O que une uma chef brilhante, um ex-piloto de F1 e uma atriz brasileira famosa?
São Paulo é uma cidade brilhante. Para comer e para beber. O serviço é geralmente perfeito e profissional, do boteco mais simples ao restaurante mais granfino do pedaço. Foi a minha décima visita e, desta vez, fiz um voo rasante de quatro dias apenas com intuitos gastronómicos. Não podia ter começado melhor.
Primeira impressão positiva: o mal de uns é o bem dos outros e, ao contrário do que acontecia no passado, o Brasil está barato para nós — real (mente).
O primeiro ataque foi a Helena Rizzo, uma pessoa com passado. Ex-modelo, eleita melhor chef mulher pela revista Restaurant em 2014, primeira estrela Michelin em 2015, é presença constante nos 50 melhores restaurantes da América do Sul, de acordo com o ranking do The World’s 50 Best Restaurants. Orgânico, biológico e sustentável é a onda. É nesta veste, aliás, que aparece a Fazenda da Toca, onde se junta ao sócio Pedro Paulo Diniz. Parece uma contradição, mas depois de terminar a sua carreira na F1, Pedro Paulo Diniz tem feito um notável trabalho em nome da sustentabilidade orgânica, regeneração agrícola e projetos de sustentabilidade social, como o Capitalismo Consciente. Já agora, ele é também o maior produtor de ovos biológicos da América do Sul.

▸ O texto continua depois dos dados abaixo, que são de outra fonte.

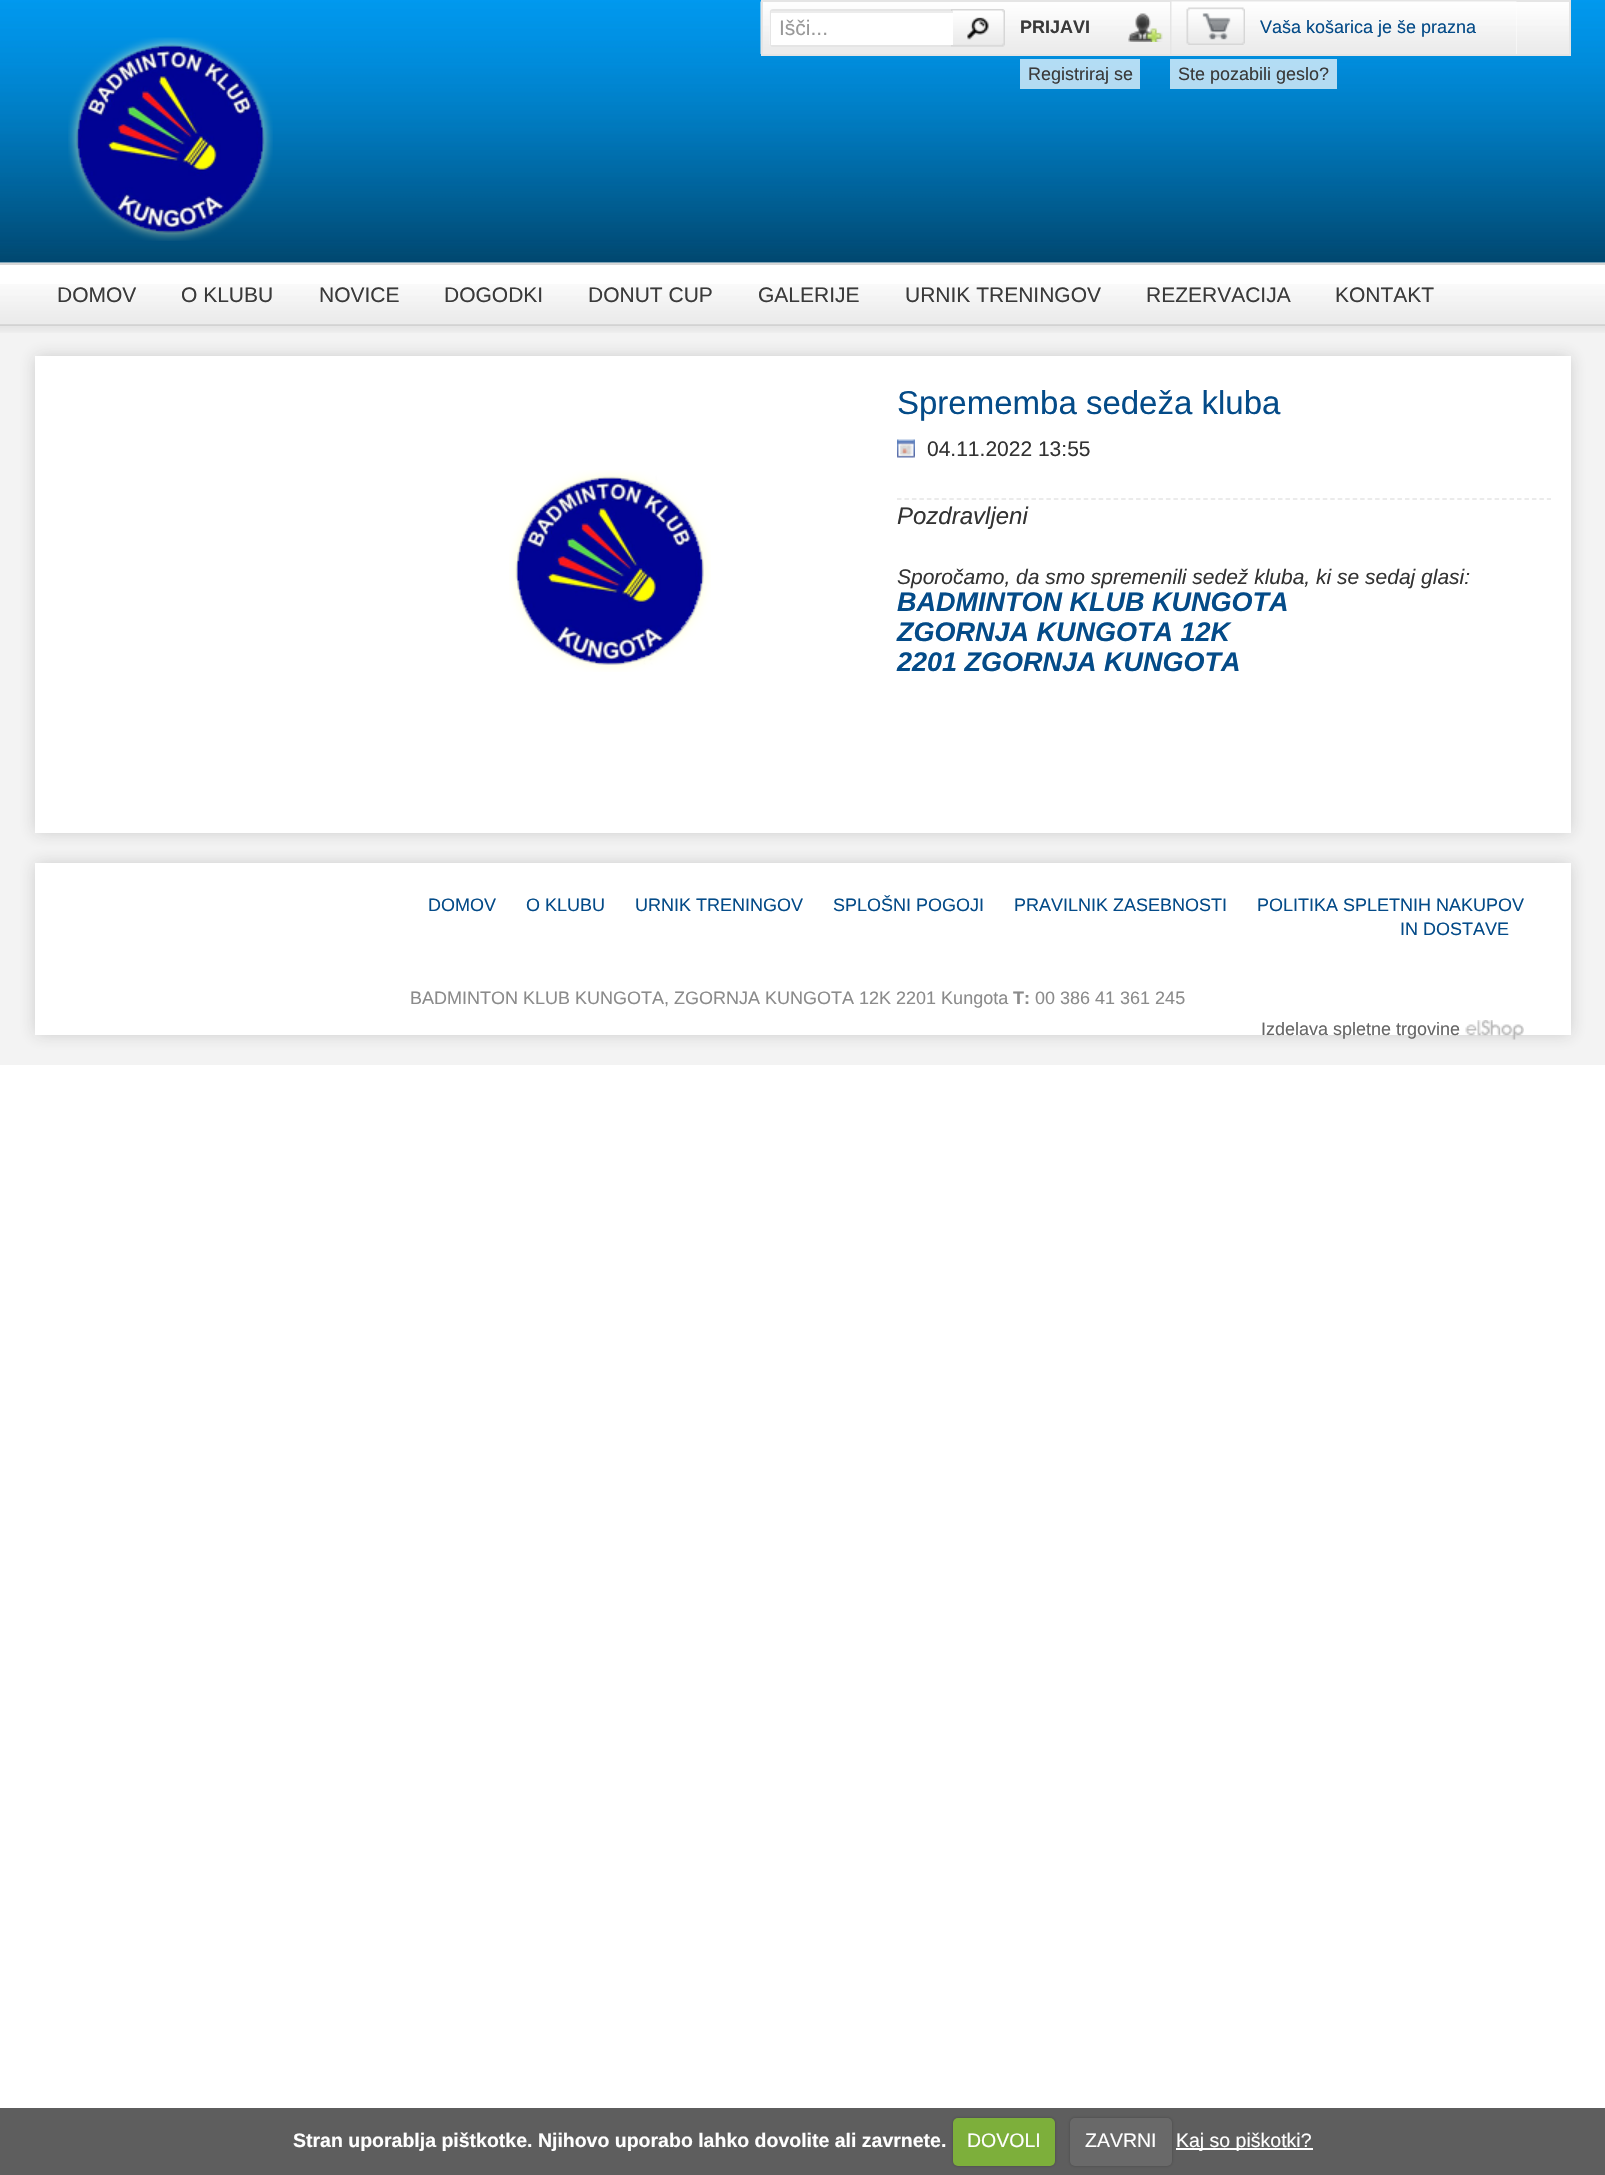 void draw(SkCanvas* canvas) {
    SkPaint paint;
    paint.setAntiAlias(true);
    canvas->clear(0xFFFFFFFF);
    canvas->drawImageRect(SkImages::DeferredFromEncodedData(SkData::MakeFromFileName("img1.png")), SkRect::MakeXYWH(0, 0, 1605, 263), SkSamplingOptions());
    canvas->drawImageRect(SkImages::DeferredFromEncodedData(SkData::MakeFromFileName("img2.png")), SkRect::MakeXYWH(68, 37, 205, 204), SkSamplingOptions());
    canvas->drawImageRect(SkImages::DeferredFromEncodedData(SkData::MakeFromFileName("img3.png")), SkRect::MakeXYWH(760, 1, 809, 53), SkSamplingOptions());
    paint.setStyle(SkPaint::kStroke_Style);
    paint.setStrokeWidth(2);
    paint.setColor(0xFFE5E5E5);
    canvas->drawRect(SkRect::MakeXYWH(762, 1, 808, 54), paint);
    canvas->drawImageRect(SkImages::DeferredFromEncodedData(SkData::MakeFromFileName("img4.png")), SkRect::MakeXYWH(769, 10, 236, 35), SkSamplingOptions());
    canvas->drawRoundRect(SkRect::MakeXYWH(771, 10, 233, 36), 2, 2, paint);
    canvas->drawImageRect(SkImages::DeferredFromEncodedData(SkData::MakeFromFileName("img5.png")), SkRect::MakeXYWH(951, 9, 54, 38), SkSamplingOptions());
    paint.setStyle(SkPaint::kFill_Style);
    paint.setColor(0xFFFFFFFF);
    canvas->drawRect(SkRect::MakeXYWH(771, 13, 182, 32), paint);
    paint.setColor(0xFFECECEC);
    canvas->drawRect(SkRect::MakeXYWH(771, 11, 182, 2), paint);
    SkFont font1(fontMgr->matchFamilyStyle("Liberation Sans", SkFontStyle::Normal()), 21);
    font1.setSubpixel(true);
    paint.setColor(0xFF999999);
    canvas->drawString("Išči...", 779, 35, font1, paint);
    canvas->drawImageRect(SkImages::DeferredFromEncodedData(SkData::MakeFromFileName("img6.png")), SkRect::MakeXYWH(1128, 13, 35, 29), SkSamplingOptions());
    paint.setColor(0xFFE5E5E5);
    canvas->drawRect(SkRect::MakeXYWH(1170, 2, 2, 52), paint);
    SkFont font2(fontMgr->matchFamilyStyle("Liberation Sans", SkFontStyle::Bold()), 18);
    font2.setSubpixel(true);
    paint.setColor(0xFF3A3A3A);
    canvas->drawString("PRIJAVI", 1020, 33, font2, paint);
    paint.setColor(0xB3FFFFFF);
    canvas->drawRect(SkRect::MakeXYWH(1020, 59, 120, 30), paint);
    SkFont font3(fontMgr->matchFamilyStyle("Liberation Sans", SkFontStyle::Normal()), 18);
    font3.setSubpixel(true);
    paint.setColor(0xFF3A3A3A);
    canvas->drawString("Registriraj se", 1028, 80, font3, paint);
    paint.setColor(0xB3FFFFFF);
    canvas->drawRect(SkRect::MakeXYWH(1170, 59, 167, 30), paint);
    paint.setColor(0xFF3A3A3A);
    canvas->drawString("Ste pozabili geslo?", 1178, 80, font3, paint);
    paint.setColor(0xFFFFFFFF);
    canvas->drawRect(SkRect::MakeXYWH(1516, 2, 1, 52), paint);
    canvas->drawImageRect(SkImages::DeferredFromEncodedData(SkData::MakeFromFileName("img7.png")), SkRect::MakeXYWH(1171, 1, 346, 53), SkSamplingOptions());
    canvas->drawImageRect(SkImages::DeferredFromEncodedData(SkData::MakeFromFileName("img8.png")), SkRect::MakeXYWH(1186, 7, 59, 38), SkSamplingOptions());
    paint.setColor(0xFF044B88);
    canvas->drawString("Vaša košarica je še prazna", 1260, 33, font3, paint);
    canvas->drawImageRect(SkImages::DeferredFromEncodedData(SkData::MakeFromFileName("img9.png")), SkRect::MakeXYWH(0, 284, 1605, 40), SkSamplingOptions());
    paint.setColor(0xFFD7D7D7);
    canvas->drawRect(SkRect::MakeXYWH(0, 263, 1605, 2), paint);
    canvas->drawRect(SkRect::MakeXYWH(0, 324, 1605, 2), paint);
    paint.setColor(0xFF3A3A3A);
    canvas->drawString("DOMOV", 57, 302, font1, paint);
    canvas->drawString("O KLUBU", 181, 302, font1, paint);
    canvas->drawString("NOVICE", 319, 302, font1, paint);
    canvas->drawString("DOGODKI", 444, 302, font1, paint);
    canvas->drawString("DONUT CUP", 588, 302, font1, paint);
    canvas->drawString("GALERIJE", 758, 302, font1, paint);
    canvas->drawString("URNIK TRENINGOV", 905, 302, font1, paint);
    canvas->drawString("REZERVACIJA", 1146, 302, font1, paint);
    canvas->drawString("KONTAKT", 1335, 302, font1, paint);
    paint.setColor(0xFFF3F3F3);
    canvas->drawRect(SkRect::MakeXYWH(0, 326, 1605, 739), paint);
    canvas->drawImageRect(SkImages::DeferredFromEncodedData(SkData::MakeFromFileName("img10.png")), SkRect::MakeXYWH(0, 325, 1605, 8), SkSamplingOptions());
    paint.setColor(0x33323232);
    paint.setMaskFilter(SkMaskFilter::MakeBlur(kNormal_SkBlurStyle, 7.5f));
    canvas->drawRect(SkRect::MakeXYWH(35, 356, 1536, 477), paint);
    paint.setMaskFilter(nullptr);
    paint.setColor(0xFFFFFFFF);
    canvas->drawRect(SkRect::MakeXYWH(35, 356, 1536, 477), paint);
    canvas->drawImageRect(SkImages::DeferredFromEncodedData(SkData::MakeFromFileName("img11.png")), SkRect::MakeXYWH(509, 470, 202, 202), SkSamplingOptions());
    SkFont font4(fontMgr->matchFamilyStyle("Liberation Sans", SkFontStyle::Normal()), 33);
    font4.setSubpixel(true);
    paint.setColor(0xFF044B88);
    canvas->drawString("Sprememba sedeža kluba", 897, 414, font4, paint);
    canvas->drawImageRect(SkImages::DeferredFromEncodedData(SkData::MakeFromFileName("img12.png")), SkRect::MakeXYWH(897, 439, 18, 19), SkSamplingOptions());
    paint.setColor(0xFF333333);
    canvas->drawString("04.11.2022 13:55", 927, 456, font1, paint);
    paint.setStyle(SkPaint::kStroke_Style);
    paint.setStrokeWidth(1.5f);
    paint.setColor(0xFFE5E5E5);
    paint.setPathEffect(SkDashPathEffect::Make({{4.5f, 2.97f}}, 0));
    canvas->drawPath(SkPathBuilder().moveTo(897, 499).lineTo(1551, 499).detach(), paint);
    paint.setPathEffect(nullptr);
    SkFont font5(fontMgr->matchFamilyStyle("Liberation Sans", SkFontStyle::Italic()), 24);
    font5.setSubpixel(true);
    paint.setStyle(SkPaint::kFill_Style);
    paint.setColor(0xFF333333);
    canvas->drawString("Pozdravljeni", 897, 524, font5, paint);
    SkFont font6(fontMgr->matchFamilyStyle("Liberation Sans", SkFontStyle::Italic()), 21);
    font6.setSubpixel(true);
    canvas->drawString("Sporočamo, da smo spremenili sedež kluba, ki se sedaj glasi:", 897, 584, font6, paint);
    SkFont font7(fontMgr->matchFamilyStyle("Liberation Sans", SkFontStyle::BoldItalic()), 27);
    font7.setSubpixel(true);
    paint.setColor(0xFF044B88);
    canvas->drawString("BADMINTON KLUB KUNGOTA", 897, 611, font7, paint);
    canvas->drawString("ZGORNJA KUNGOTA 12K", 897, 641, font7, paint);
    canvas->drawString("2201 ZGORNJA KUNGOTA", 897, 671, font7, paint);
    paint.setColor(0x33323232);
    paint.setMaskFilter(SkMaskFilter::MakeBlur(kNormal_SkBlurStyle, 7.5f));
    canvas->drawRect(SkRect::MakeXYWH(35, 863, 1536, 172), paint);
    paint.setMaskFilter(nullptr);
    paint.setColor(0xFFFFFFFF);
    canvas->drawRect(SkRect::MakeXYWH(35, 863, 1536, 172), paint);
    paint.setColor(0xFF044B88);
    canvas->drawString("DOMOV", 428, 911, font3, paint);
    canvas->drawString("O KLUBU", 526, 911, font3, paint);
    canvas->drawString("URNIK TRENINGOV", 635, 911, font3, paint);
    canvas->drawString("SPLOŠNI POGOJI", 833, 911, font3, paint);
    canvas->drawString("PRAVILNIK ZASEBNOSTI", 1014, 911, font3, paint);
    canvas->drawString("POLITIKA SPLETNIH NAKUPOV", 1257, 911, font3, paint);
    canvas->drawString("IN DOSTAVE", 1400, 935, font3, paint);
    paint.setColor(0xFF8B8B8B);
    canvas->drawString("BADMINTON KLUB KUNGOTA, ZGORNJA KUNGOTA 12K 2201 Kungota", 410, 1004, font3, paint);
    canvas->drawString("T:", 1013, 1004, font2, paint);
    canvas->drawString("00 386 41 361 245", 1035, 1004, font3, paint);
    paint.setColor(0xFF666666);
    canvas->drawString("Izdelava spletne trgovine", 1261, 1035, font3, paint);
    canvas->drawImageRect(SkImages::DeferredFromEncodedData(SkData::MakeFromFileName("img13.png")), SkRect::MakeXYWH(1465, 1020, 59, 20), SkSamplingOptions());
    paint.setColor(0xFF5E5E5E);
    canvas->drawRect(SkRect::MakeXYWH(0, 2108, 1605, 67), paint);
    SkFont font8(fontMgr->matchFamilyStyle("Liberation Sans", SkFontStyle::Bold()), 19.5f);
    font8.setSubpixel(true);
    paint.setColor(0xFFFFFFFF);
    canvas->drawString("Stran uporablja pištkotke. Njihovo uporabo lahko dovolite ali zavrnete.", 293, 2147, font8, paint);
    paint.setColor(0x40000000);
    paint.setMaskFilter(SkMaskFilter::MakeBlur(kNormal_SkBlurStyle, 1.5f));
    canvas->drawRoundRect(SkRect::MakeXYWH(953, 2118, 102, 48), 5, 5, paint);
    paint.setMaskFilter(nullptr);
    paint.setColor(0xFF7DAF3B);
    canvas->drawRoundRect(SkRect::MakeXYWH(953, 2118, 102, 48), 5, 5, paint);
    SkFont font9(fontMgr->matchFamilyStyle("Liberation Sans", SkFontStyle::Normal()), 19.5f);
    font9.setSubpixel(true);
    paint.setColor(0xFFFFFFFF);
    canvas->drawString("DOVOLI", 967, 2147, font9, paint);
    paint.setColor(0x40000000);
    paint.setMaskFilter(SkMaskFilter::MakeBlur(kNormal_SkBlurStyle, 1.5f));
    canvas->drawRoundRect(SkRect::MakeXYWH(1070, 2118, 102, 48), 5, 5, paint);
    paint.setMaskFilter(nullptr);
    paint.setColor(0xFF696969);
    canvas->drawRoundRect(SkRect::MakeXYWH(1070, 2118, 102, 48), 5, 5, paint);
    paint.setColor(0xFFFFFFFF);
    canvas->drawString("ZAVRNI", 1085, 2147, font9, paint);
    canvas->drawRect(SkRect::MakeXYWH(1176, 2148, 137, 2), paint);
    canvas->drawString("Kaj so piškotki?", 1176, 2147, font9, paint);
}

O Mani, outro dos restaurantes do portfólio de Rizzo, é relaxado, tem boa energia e era um dos locais que mais desejava conhecer na cidade. Consegui. E então como é que é? É do caraças!
O Mani vale pela genialidade do pormenor. Jogo de provocação e sabor. Do amargo ao doce, do fumado ao cítrico e do ácido ao salgado, tudo no mesmo prato. Há sempre uma discreta ervinha que exalta os sabores, que alegra a alma e espevita os sentidos. Isto é alta cozinha, mesmo que discreta.
Começo por beliscar o bombom de queijo de cabra com cupuaçu torradas (fruto da amazónia da família do cacaueiro) e o bombom de foie gras com goiaba e Vinho do Porto. Crocante, macio, expressivo na boca.
Segue-se o nhoque de mandioquinha e araruta, com dashi de tucupi. A estrela da noite: derretia na boca e, de repente, sentíamos o salgado do dashi. Na novela “O Clone” (quando era mais novo, adorava uma boa novela) a actriz Mara Manzan dizia: “Cada mergulho é um flash”. Tal e qual neste prato.
O ceviche de caju com raspinhas de cajuína é um misto de um granizado cítrico e fresco, com o crocante do caju e o ceviche propriamente dito. Original e guloso.
O lámen (o mesmo que ramen) de lula com dashi de presunto, alho negro e ervilha-torta, por sua vez, mostra-se mais fechado e menos dialogante, com os amargos e os salgados do dashi. Dava que pensar, mas feita a introspecção, a conclusão é que só uma cabeça tecnicamente bem preparada e brilhante conseguiria imaginar este resultado.
Saravá para o polvo na brasa que parece manteiga na textura. E para o arroz de chouriço caramelizado, tostado e forte no tempero. Amei!
Para quem gosta de vegan, os ravioli (abertos?) com brandade de pupunha (fruto amarelo de uma palmeira existente, especialmente, no Pará e Amazonas), gema, cogumelos, confit de tomate e rúcula, são uma deliciosa opção.
Rita Lee cantava em “Lá vou eu”: “… Na cidade de São Paulo, o amor é imprevisível como você, e eu, e o céu…”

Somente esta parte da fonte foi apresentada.